- **MATERIAL SHOWN**:
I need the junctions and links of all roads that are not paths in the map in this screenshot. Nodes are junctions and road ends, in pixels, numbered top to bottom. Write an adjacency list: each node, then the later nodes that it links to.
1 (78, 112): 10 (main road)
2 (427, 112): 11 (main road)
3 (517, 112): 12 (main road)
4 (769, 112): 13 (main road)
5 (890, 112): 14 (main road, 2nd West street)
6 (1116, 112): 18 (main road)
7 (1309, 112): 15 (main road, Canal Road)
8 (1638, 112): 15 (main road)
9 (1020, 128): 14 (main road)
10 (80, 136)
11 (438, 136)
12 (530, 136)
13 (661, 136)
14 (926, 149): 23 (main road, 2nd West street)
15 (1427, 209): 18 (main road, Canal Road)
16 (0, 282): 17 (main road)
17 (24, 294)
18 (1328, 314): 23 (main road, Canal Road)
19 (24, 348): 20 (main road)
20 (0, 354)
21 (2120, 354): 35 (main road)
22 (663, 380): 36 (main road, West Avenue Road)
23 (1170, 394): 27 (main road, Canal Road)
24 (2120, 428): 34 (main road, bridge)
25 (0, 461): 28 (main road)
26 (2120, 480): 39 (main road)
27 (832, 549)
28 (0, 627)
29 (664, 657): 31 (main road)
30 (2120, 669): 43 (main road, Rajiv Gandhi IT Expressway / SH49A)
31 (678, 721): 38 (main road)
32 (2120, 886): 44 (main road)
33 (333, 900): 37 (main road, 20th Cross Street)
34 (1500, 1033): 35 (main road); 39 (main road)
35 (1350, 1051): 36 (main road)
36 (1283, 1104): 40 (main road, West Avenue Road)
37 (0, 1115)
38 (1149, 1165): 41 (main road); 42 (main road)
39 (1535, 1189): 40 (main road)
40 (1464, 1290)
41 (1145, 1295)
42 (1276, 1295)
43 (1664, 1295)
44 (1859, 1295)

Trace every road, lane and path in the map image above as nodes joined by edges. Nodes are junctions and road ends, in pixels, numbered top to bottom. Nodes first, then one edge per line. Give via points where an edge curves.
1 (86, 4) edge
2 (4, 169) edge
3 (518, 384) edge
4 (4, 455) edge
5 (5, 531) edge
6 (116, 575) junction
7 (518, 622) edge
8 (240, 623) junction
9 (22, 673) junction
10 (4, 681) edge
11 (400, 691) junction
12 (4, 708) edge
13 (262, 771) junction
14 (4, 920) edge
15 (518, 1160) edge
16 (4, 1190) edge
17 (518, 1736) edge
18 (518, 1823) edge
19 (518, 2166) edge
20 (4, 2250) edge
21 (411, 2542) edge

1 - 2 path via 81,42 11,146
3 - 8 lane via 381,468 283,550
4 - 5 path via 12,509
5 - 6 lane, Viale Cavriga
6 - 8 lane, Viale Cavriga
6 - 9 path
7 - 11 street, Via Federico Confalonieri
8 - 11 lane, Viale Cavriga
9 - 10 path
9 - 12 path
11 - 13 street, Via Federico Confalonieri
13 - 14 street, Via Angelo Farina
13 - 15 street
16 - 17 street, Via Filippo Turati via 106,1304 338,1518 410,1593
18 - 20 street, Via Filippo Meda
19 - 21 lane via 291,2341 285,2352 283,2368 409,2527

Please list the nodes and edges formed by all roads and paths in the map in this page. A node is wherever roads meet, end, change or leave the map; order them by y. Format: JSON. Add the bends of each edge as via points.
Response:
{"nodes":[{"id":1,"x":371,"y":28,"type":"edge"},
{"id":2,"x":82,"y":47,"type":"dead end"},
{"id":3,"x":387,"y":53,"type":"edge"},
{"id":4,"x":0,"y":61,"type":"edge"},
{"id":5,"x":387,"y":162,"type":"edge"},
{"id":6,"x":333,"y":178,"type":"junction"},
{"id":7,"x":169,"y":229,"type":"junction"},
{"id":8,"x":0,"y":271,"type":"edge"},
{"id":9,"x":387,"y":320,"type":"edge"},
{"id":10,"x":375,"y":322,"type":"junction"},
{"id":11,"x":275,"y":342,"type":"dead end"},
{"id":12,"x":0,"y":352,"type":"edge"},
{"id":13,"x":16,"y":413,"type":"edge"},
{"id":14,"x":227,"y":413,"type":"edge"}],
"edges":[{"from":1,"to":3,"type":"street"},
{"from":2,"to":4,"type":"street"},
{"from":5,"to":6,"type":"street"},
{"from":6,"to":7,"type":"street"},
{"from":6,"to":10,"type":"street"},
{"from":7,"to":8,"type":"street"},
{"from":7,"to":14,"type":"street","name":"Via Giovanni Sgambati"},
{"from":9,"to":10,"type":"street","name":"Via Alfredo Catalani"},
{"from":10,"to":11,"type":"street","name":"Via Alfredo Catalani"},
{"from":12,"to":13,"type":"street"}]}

- **WHAT THE TASK REQUIRES**:
Whatever appears in the listing above, write it down again exactly.

- **TASK SOLUTION**:
I need the junctions and links of all roads that are not paths in the map in this screenshot. Nodes are junctions and road ends, in pixels, numbered top to bottom. Write an adjacency list: each node, then the later nodes that it links to.
1 (78, 112): 10 (main road)
2 (427, 112): 11 (main road)
3 (517, 112): 12 (main road)
4 (769, 112): 13 (main road)
5 (890, 112): 14 (main road, 2nd West street)
6 (1116, 112): 18 (main road)
7 (1309, 112): 15 (main road, Canal Road)
8 (1638, 112): 15 (main road)
9 (1020, 128): 14 (main road)
10 (80, 136)
11 (438, 136)
12 (530, 136)
13 (661, 136)
14 (926, 149): 23 (main road, 2nd West street)
15 (1427, 209): 18 (main road, Canal Road)
16 (0, 282): 17 (main road)
17 (24, 294)
18 (1328, 314): 23 (main road, Canal Road)
19 (24, 348): 20 (main road)
20 (0, 354)
21 (2120, 354): 35 (main road)
22 (663, 380): 36 (main road, West Avenue Road)
23 (1170, 394): 27 (main road, Canal Road)
24 (2120, 428): 34 (main road, bridge)
25 (0, 461): 28 (main road)
26 (2120, 480): 39 (main road)
27 (832, 549)
28 (0, 627)
29 (664, 657): 31 (main road)
30 (2120, 669): 43 (main road, Rajiv Gandhi IT Expressway / SH49A)
31 (678, 721): 38 (main road)
32 (2120, 886): 44 (main road)
33 (333, 900): 37 (main road, 20th Cross Street)
34 (1500, 1033): 35 (main road); 39 (main road)
35 (1350, 1051): 36 (main road)
36 (1283, 1104): 40 (main road, West Avenue Road)
37 (0, 1115)
38 (1149, 1165): 41 (main road); 42 (main road)
39 (1535, 1189): 40 (main road)
40 (1464, 1290)
41 (1145, 1295)
42 (1276, 1295)
43 (1664, 1295)
44 (1859, 1295)

Trace every road, lane and path in the map image above as nodes joined by edges. Nodes are junctions and road ends, in pixels, numbered top to bottom. Nodes first, then one edge per line. Give via points where an edge curves.
1 (86, 4) edge
2 (4, 169) edge
3 (518, 384) edge
4 (4, 455) edge
5 (5, 531) edge
6 (116, 575) junction
7 (518, 622) edge
8 (240, 623) junction
9 (22, 673) junction
10 (4, 681) edge
11 (400, 691) junction
12 (4, 708) edge
13 (262, 771) junction
14 (4, 920) edge
15 (518, 1160) edge
16 (4, 1190) edge
17 (518, 1736) edge
18 (518, 1823) edge
19 (518, 2166) edge
20 (4, 2250) edge
21 (411, 2542) edge

1 - 2 path via 81,42 11,146
3 - 8 lane via 381,468 283,550
4 - 5 path via 12,509
5 - 6 lane, Viale Cavriga
6 - 8 lane, Viale Cavriga
6 - 9 path
7 - 11 street, Via Federico Confalonieri
8 - 11 lane, Viale Cavriga
9 - 10 path
9 - 12 path
11 - 13 street, Via Federico Confalonieri
13 - 14 street, Via Angelo Farina
13 - 15 street
16 - 17 street, Via Filippo Turati via 106,1304 338,1518 410,1593
18 - 20 street, Via Filippo Meda
19 - 21 lane via 291,2341 285,2352 283,2368 409,2527

Please list the nodes and edges formed by all roads and paths in the map in this page. A node is wherever roads meet, end, change or leave the map; order them by y. Format: JSON. Add the bends of each edge as via points.
Response:
{"nodes":[{"id":1,"x":371,"y":28,"type":"edge"},
{"id":2,"x":82,"y":47,"type":"dead end"},
{"id":3,"x":387,"y":53,"type":"edge"},
{"id":4,"x":0,"y":61,"type":"edge"},
{"id":5,"x":387,"y":162,"type":"edge"},
{"id":6,"x":333,"y":178,"type":"junction"},
{"id":7,"x":169,"y":229,"type":"junction"},
{"id":8,"x":0,"y":271,"type":"edge"},
{"id":9,"x":387,"y":320,"type":"edge"},
{"id":10,"x":375,"y":322,"type":"junction"},
{"id":11,"x":275,"y":342,"type":"dead end"},
{"id":12,"x":0,"y":352,"type":"edge"},
{"id":13,"x":16,"y":413,"type":"edge"},
{"id":14,"x":227,"y":413,"type":"edge"}],
"edges":[{"from":1,"to":3,"type":"street"},
{"from":2,"to":4,"type":"street"},
{"from":5,"to":6,"type":"street"},
{"from":6,"to":7,"type":"street"},
{"from":6,"to":10,"type":"street"},
{"from":7,"to":8,"type":"street"},
{"from":7,"to":14,"type":"street","name":"Via Giovanni Sgambati"},
{"from":9,"to":10,"type":"street","name":"Via Alfredo Catalani"},
{"from":10,"to":11,"type":"street","name":"Via Alfredo Catalani"},
{"from":12,"to":13,"type":"street"}]}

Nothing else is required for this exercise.